I wash the dried blood from his chest. There are a hundred faint scars now, one for every time he has been cut. He does not look at me, and I wonder not for the first time if he is ashamed that I exist.

“I would let you go,” I say, but then he looks at me. The filaments in his eyes don’t shine anymore, they have gone dark. He shakes his head, not daring to speak. He has not spoken since the day Mother took his eyes.

“We’ll wait then,” I say, and run the rag over his forehead. For what, I do not know.

§

I am twenty four and it is night again. Night is the time when the things happen that are neither good nor bad, they just are. Life changes in the dark. The angel came in the dark, I had learned to be a man in the house’s hidden shadows. The noise that echoes through the halls isn’t strange—Sister Judith slips from her bed most nights, closing the upstairs door behind her.

I hate her more with each passing year. She has drawn too much blood, her cabinet is filled to bursting with pieces of him and there are still folks who come. Day after day they come to buy pieces of him. She has not changed, has not aged, may never. I do not know what she takes from him to make the years pass so slowly. They hang on me heavy and slow.

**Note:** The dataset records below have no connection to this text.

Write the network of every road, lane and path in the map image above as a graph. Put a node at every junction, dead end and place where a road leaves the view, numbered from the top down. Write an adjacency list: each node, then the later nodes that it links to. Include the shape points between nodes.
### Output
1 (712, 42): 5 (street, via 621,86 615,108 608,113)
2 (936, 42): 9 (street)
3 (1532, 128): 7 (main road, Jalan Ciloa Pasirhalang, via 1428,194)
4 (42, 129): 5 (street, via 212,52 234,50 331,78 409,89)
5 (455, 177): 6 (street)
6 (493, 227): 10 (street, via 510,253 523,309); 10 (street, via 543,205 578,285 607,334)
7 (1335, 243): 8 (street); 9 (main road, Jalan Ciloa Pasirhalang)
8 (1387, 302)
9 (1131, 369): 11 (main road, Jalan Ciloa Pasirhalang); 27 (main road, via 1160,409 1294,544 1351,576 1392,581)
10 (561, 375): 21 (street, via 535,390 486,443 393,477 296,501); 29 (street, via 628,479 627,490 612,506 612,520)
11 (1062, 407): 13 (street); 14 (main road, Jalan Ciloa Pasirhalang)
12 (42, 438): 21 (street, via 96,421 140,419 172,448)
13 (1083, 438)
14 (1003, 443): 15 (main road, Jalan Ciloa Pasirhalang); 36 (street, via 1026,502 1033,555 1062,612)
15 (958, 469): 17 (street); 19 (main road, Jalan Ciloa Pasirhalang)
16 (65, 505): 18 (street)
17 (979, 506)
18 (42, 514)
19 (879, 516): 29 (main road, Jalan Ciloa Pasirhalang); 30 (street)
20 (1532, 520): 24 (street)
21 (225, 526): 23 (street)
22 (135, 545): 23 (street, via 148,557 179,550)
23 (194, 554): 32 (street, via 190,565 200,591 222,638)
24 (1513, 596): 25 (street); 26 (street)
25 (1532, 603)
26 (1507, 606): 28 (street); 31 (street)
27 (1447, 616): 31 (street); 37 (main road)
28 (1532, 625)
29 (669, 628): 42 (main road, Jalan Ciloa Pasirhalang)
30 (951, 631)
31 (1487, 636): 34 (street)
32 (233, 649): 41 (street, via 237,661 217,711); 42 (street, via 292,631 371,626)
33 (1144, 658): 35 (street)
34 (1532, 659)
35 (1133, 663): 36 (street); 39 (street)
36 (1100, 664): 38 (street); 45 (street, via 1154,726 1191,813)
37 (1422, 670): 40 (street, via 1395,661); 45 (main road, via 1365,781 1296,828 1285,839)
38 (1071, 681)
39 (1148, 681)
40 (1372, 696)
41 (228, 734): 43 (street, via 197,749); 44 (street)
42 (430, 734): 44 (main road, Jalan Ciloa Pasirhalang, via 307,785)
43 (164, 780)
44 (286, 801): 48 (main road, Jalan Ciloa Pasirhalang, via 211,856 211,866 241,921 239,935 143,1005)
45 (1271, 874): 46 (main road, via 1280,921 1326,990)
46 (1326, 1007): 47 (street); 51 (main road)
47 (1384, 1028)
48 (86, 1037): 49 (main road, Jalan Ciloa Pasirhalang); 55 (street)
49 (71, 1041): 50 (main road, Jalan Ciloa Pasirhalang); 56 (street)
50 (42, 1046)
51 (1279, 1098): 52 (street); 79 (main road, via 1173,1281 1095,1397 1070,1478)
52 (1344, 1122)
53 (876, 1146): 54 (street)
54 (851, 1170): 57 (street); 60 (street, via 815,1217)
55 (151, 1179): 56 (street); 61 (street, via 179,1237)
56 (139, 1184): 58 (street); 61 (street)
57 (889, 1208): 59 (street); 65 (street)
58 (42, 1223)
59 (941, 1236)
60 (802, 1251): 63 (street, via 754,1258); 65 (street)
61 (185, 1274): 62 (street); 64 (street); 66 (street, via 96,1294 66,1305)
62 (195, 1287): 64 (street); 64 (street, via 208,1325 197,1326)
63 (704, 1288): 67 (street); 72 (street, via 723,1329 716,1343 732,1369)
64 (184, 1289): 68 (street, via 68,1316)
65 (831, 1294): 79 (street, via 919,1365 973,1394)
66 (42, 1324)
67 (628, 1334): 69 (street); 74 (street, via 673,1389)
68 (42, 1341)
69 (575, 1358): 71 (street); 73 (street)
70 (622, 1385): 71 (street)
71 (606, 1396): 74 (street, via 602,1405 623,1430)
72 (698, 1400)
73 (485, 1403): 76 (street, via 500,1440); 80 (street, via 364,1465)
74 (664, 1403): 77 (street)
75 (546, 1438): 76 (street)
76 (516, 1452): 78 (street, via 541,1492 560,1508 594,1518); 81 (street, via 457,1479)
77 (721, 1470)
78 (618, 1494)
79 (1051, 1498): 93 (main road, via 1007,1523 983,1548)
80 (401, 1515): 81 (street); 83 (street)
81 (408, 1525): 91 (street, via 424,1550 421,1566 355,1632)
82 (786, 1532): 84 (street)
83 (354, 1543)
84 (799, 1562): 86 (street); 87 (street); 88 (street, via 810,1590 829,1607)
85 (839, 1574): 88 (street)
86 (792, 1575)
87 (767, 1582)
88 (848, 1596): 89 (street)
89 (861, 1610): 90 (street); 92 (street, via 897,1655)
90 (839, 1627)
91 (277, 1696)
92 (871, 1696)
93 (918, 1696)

A crash follows and I stand.

The hallway is the same it always is. The banister is smooth under my hand. A pale light comes from under the doorway and I pause, listening. There is no sound, no creaking flesh or bed frame, no breathing.

I reach for the knob and turn it.

Sister Judith is on the floor in a naked heap. Her neck is at a strange angle, her auburn hair has fallen loose from her last perm. The angel is still tied to the bed, but things are different now. New feathers have grown from the bald patches of his wings.

The moonlight catches in them. His skin is tight against his muscles and he shines from somewhere inside him. I meet the angel’s eyes. They are alive again.

“Learner,” he says. The angel has never spoken my name. The syllables have the weight of benediction falling from his lips.

As I move to the head of the bed, I wonder what it would have been like—if Sister Judith hadn’t taken a beating from her husband the night the angel fell. If she had done something, anything, but drag him through the fields, up the stairs, and bound him to the bed. If she hadn’t culled him like a farmer does their field.

As the last of the bale twine goes free, I close my eyes. I do not expect to live beyond the next few moments. Nothing—man or angel—should be bound to the bed, bound to the house.

I hear him stand, feel the air move around the shape of him. A feather tests its edge against the tender flesh of my arm. When it doesn’t cut, I am surprised. But no more surprised when I feel it. A soft touch against my left temple.

He is standing in front of me. We are the same height. He brushes down my cheekbone with his thumb, staring into my eyes. The fireflies dance in them again. When he reaches my jaw and then my chin he does it again, but on the other side.

“Why?” I ask.

The angel does not speak. He takes my hand in his—they are the same size as well—and leads me to the window. Outside, the scent of tobacco perfumes the air. The cicadas are cricketing back and forth to each other as they wait for morning to break.

And the stars are glowing, brighter than they have ever glowed before, like jewels affixed to the blackness of the sky. And as I watch, beside the angel who was the harbinger, they begin to fall.